Решите систему неравенств: x-3>=7/(x+3); x-1<=12/x.

\[\left\{ \begin{matrix} x - 3^{\backslash x + 3} \geq \frac{7}{x + 3} \\ x - 1^{\backslash x} \leq \frac{12}{x}\text{\ \ \ \ \ \ } \\ \end{matrix} \right.\ \text{\ \ \ \ \ \ \ \ \ }\]

\[\left\{ \begin{matrix} \frac{(x - 3)(x + 3) - 7}{x + 3} \geq 0 \\ \frac{(x - 1)x - 12}{x} \leq 0\ \ \ \ \ \ \ \ \ \ \\ \end{matrix} \right.\ \text{\ \ \ \ \ \ \ }\]
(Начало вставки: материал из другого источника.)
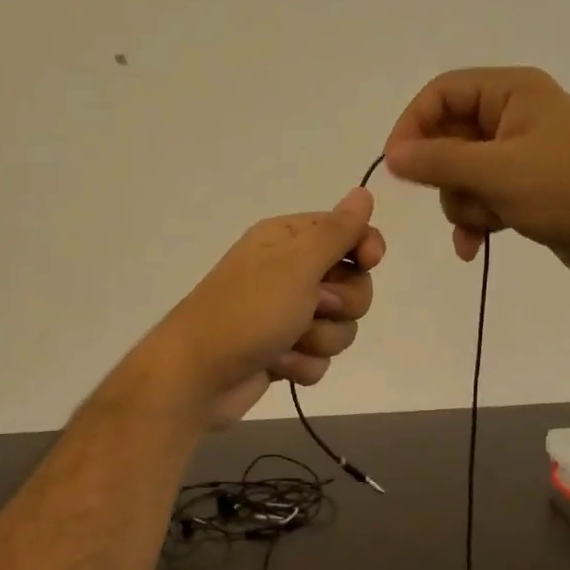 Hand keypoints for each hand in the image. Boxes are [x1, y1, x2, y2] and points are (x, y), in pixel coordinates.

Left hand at [139, 189, 384, 428]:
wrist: (199, 377)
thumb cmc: (246, 312)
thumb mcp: (295, 265)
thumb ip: (336, 232)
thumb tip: (363, 192)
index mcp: (287, 240)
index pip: (347, 232)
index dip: (365, 247)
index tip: (370, 261)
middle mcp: (288, 273)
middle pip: (353, 285)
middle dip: (341, 305)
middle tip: (313, 308)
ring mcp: (286, 316)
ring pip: (340, 327)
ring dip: (319, 340)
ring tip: (286, 343)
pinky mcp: (284, 351)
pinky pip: (319, 357)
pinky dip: (302, 364)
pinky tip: (276, 365)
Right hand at [383, 67, 569, 282]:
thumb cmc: (568, 189)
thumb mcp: (497, 172)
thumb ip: (439, 161)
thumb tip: (391, 156)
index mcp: (512, 92)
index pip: (442, 93)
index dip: (412, 126)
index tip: (396, 166)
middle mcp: (513, 116)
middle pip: (447, 138)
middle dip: (445, 177)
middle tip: (456, 198)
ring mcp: (519, 155)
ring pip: (460, 176)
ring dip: (462, 205)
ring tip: (485, 223)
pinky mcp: (523, 189)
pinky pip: (480, 199)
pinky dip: (474, 222)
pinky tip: (474, 248) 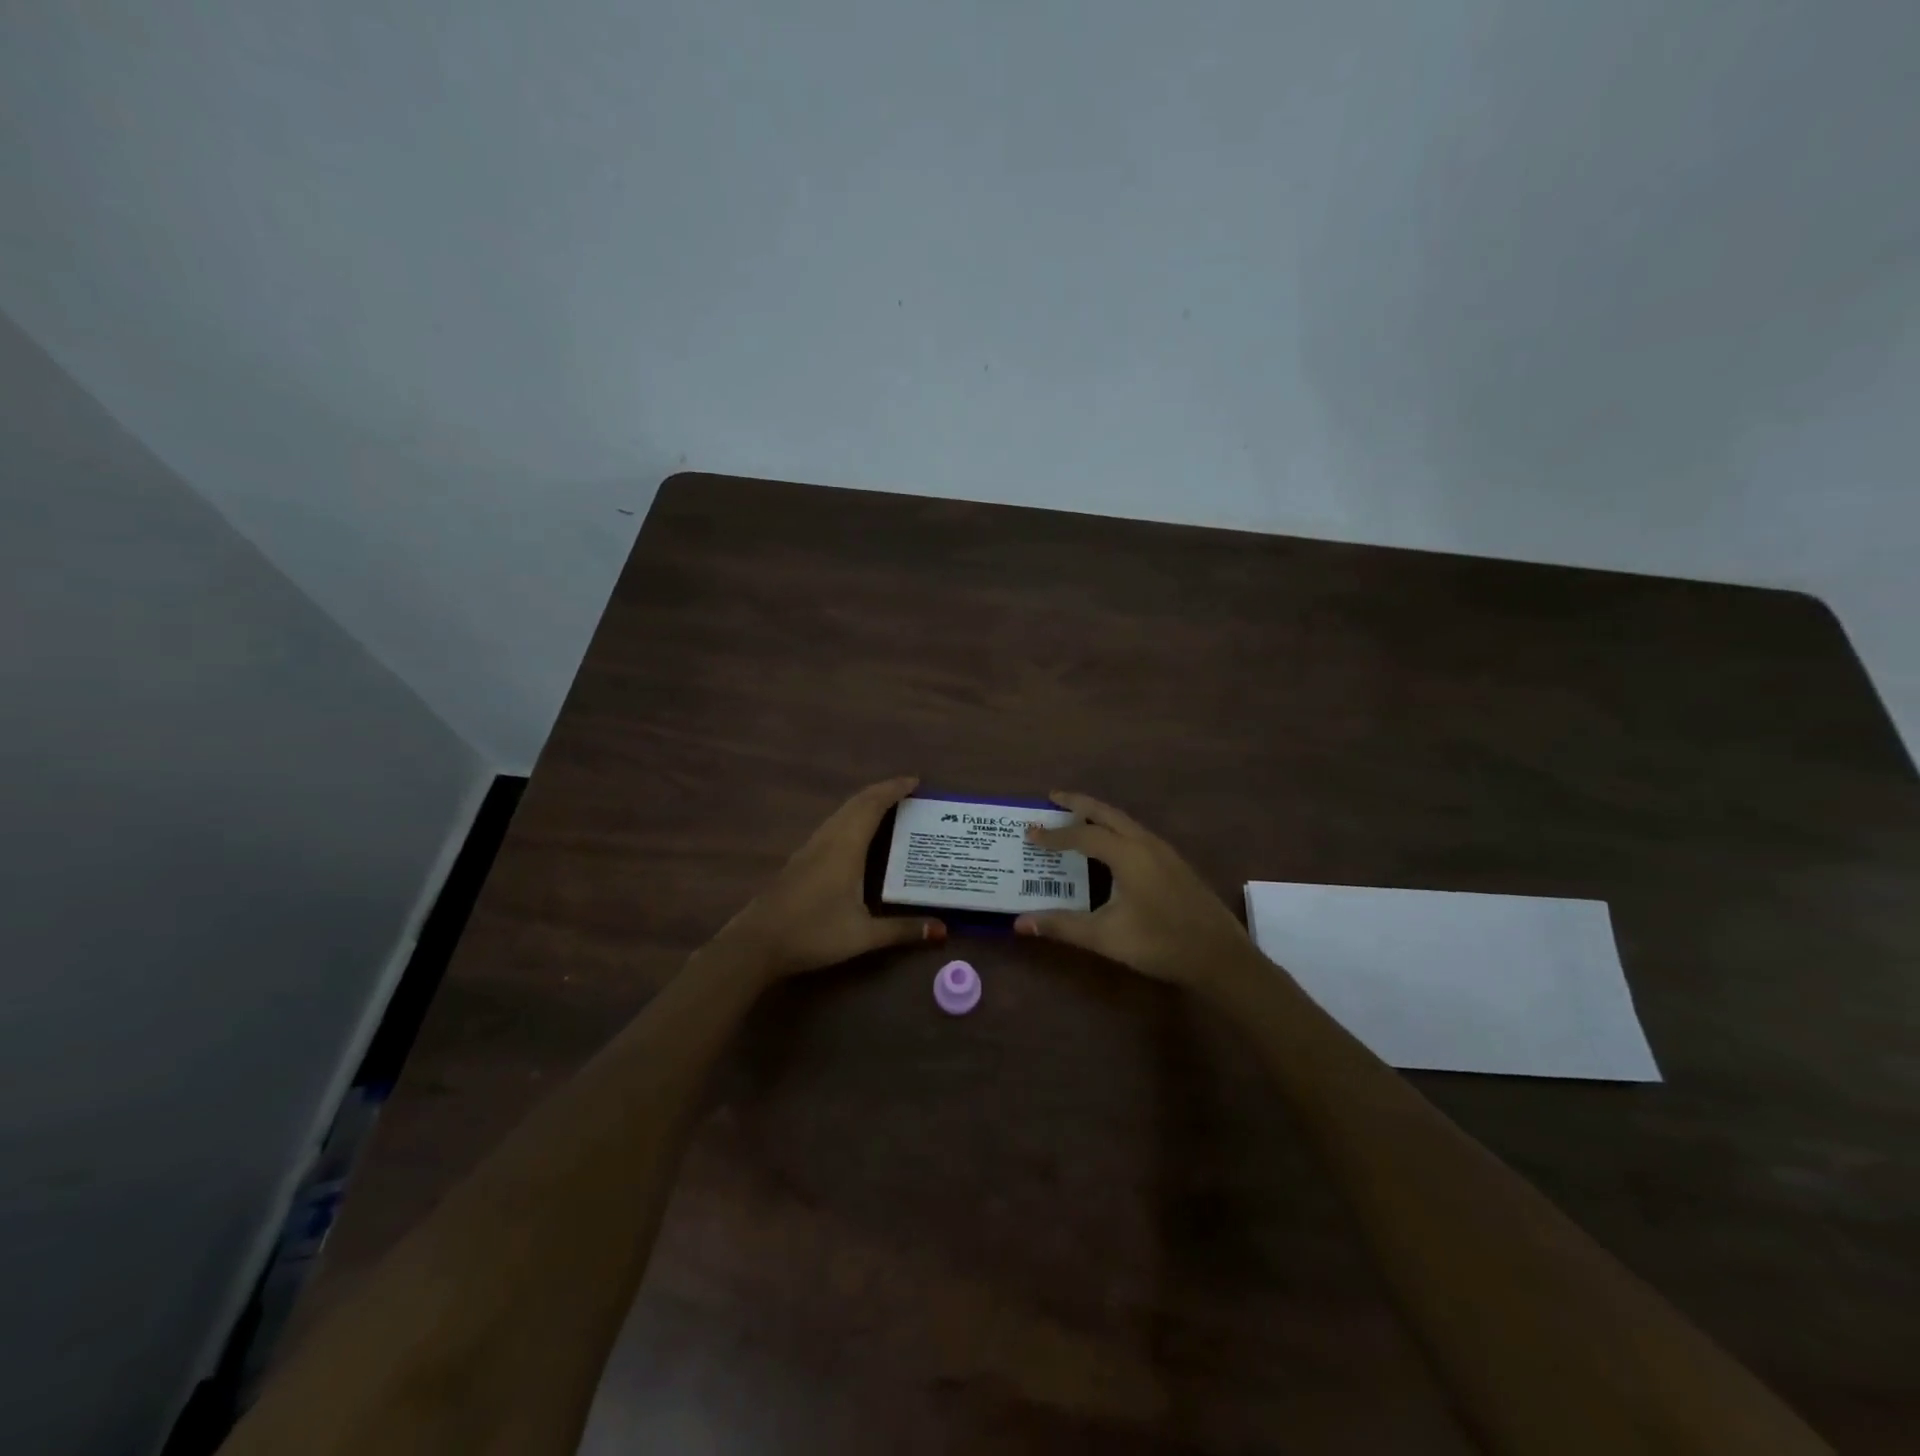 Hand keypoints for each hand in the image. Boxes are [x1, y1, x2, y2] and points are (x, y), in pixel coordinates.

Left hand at [711, 776, 945, 983]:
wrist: (756, 944)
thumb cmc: (813, 933)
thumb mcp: (863, 935)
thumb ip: (903, 930)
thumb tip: (942, 930)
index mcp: (845, 847)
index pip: (872, 805)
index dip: (894, 789)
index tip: (916, 782)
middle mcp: (828, 839)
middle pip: (856, 803)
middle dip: (882, 792)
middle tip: (908, 792)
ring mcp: (810, 848)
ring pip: (841, 813)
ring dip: (865, 804)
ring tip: (888, 809)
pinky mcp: (800, 860)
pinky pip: (832, 826)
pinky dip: (851, 818)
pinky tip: (856, 836)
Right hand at [1014, 791, 1258, 991]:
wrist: (1220, 957)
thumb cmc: (1160, 943)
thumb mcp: (1105, 936)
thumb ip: (1062, 926)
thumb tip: (1019, 923)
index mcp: (1127, 854)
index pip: (1082, 836)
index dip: (1053, 835)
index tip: (1029, 833)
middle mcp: (1145, 843)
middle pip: (1107, 813)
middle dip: (1078, 804)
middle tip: (1053, 797)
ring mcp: (1164, 852)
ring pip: (1125, 822)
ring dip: (1099, 815)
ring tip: (1076, 817)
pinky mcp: (1175, 864)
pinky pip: (1137, 834)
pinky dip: (1115, 829)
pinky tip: (1110, 847) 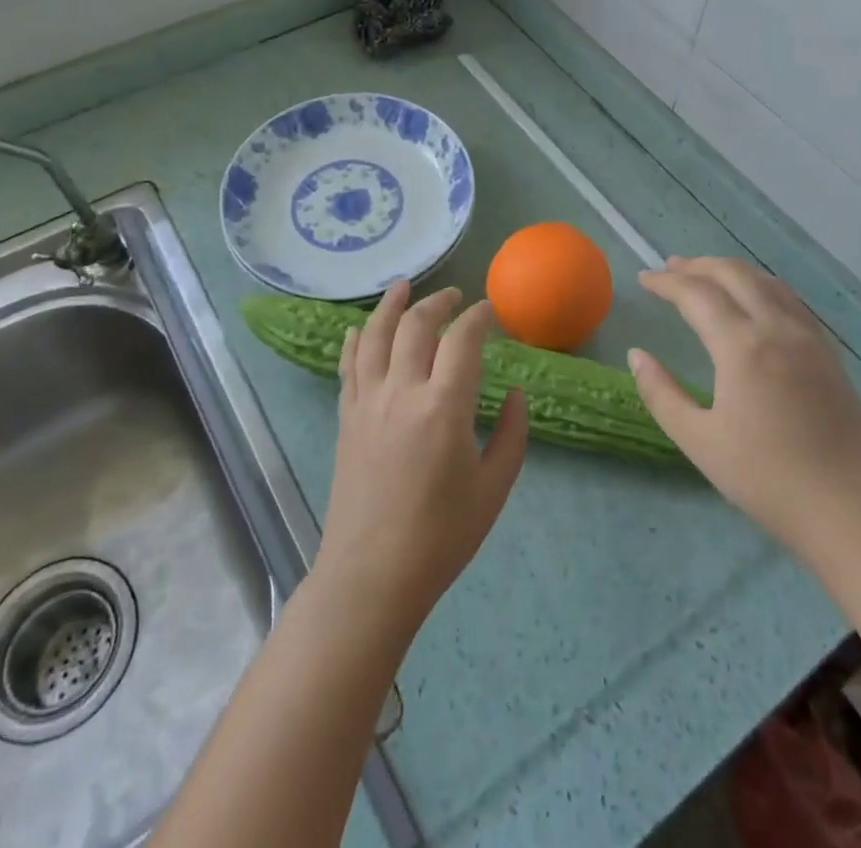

\[\left\{ \begin{matrix} \frac{x^{2} - 9 - 7}{x + 3} \geq 0\ \ \\ \frac{x^{2} - x - 12}{x} \leq 0 \\ \end{matrix} \right.\ \]

\[\left\{ \begin{matrix} \frac{x^{2} - 16}{x + 3} \geq 0\ \ \ \ \ \ \ \ \ \ \ \ \ \\ \frac{(x + 3)(x - 4)}{x} \leq 0 \\ \end{matrix} \right.\ \text{\ \ \ \ \ \ \ \ }\]

\[\left\{ \begin{matrix} \frac{(x - 4)(x + 4)}{x + 3} \geq 0 \\ \frac{(x + 3)(x - 4)}{x} \leq 0 \\ \end{matrix} \right.\ \]

\[Ответ:\lbrack - 4; - 3) \cup \left\{ 4 \right\}.\]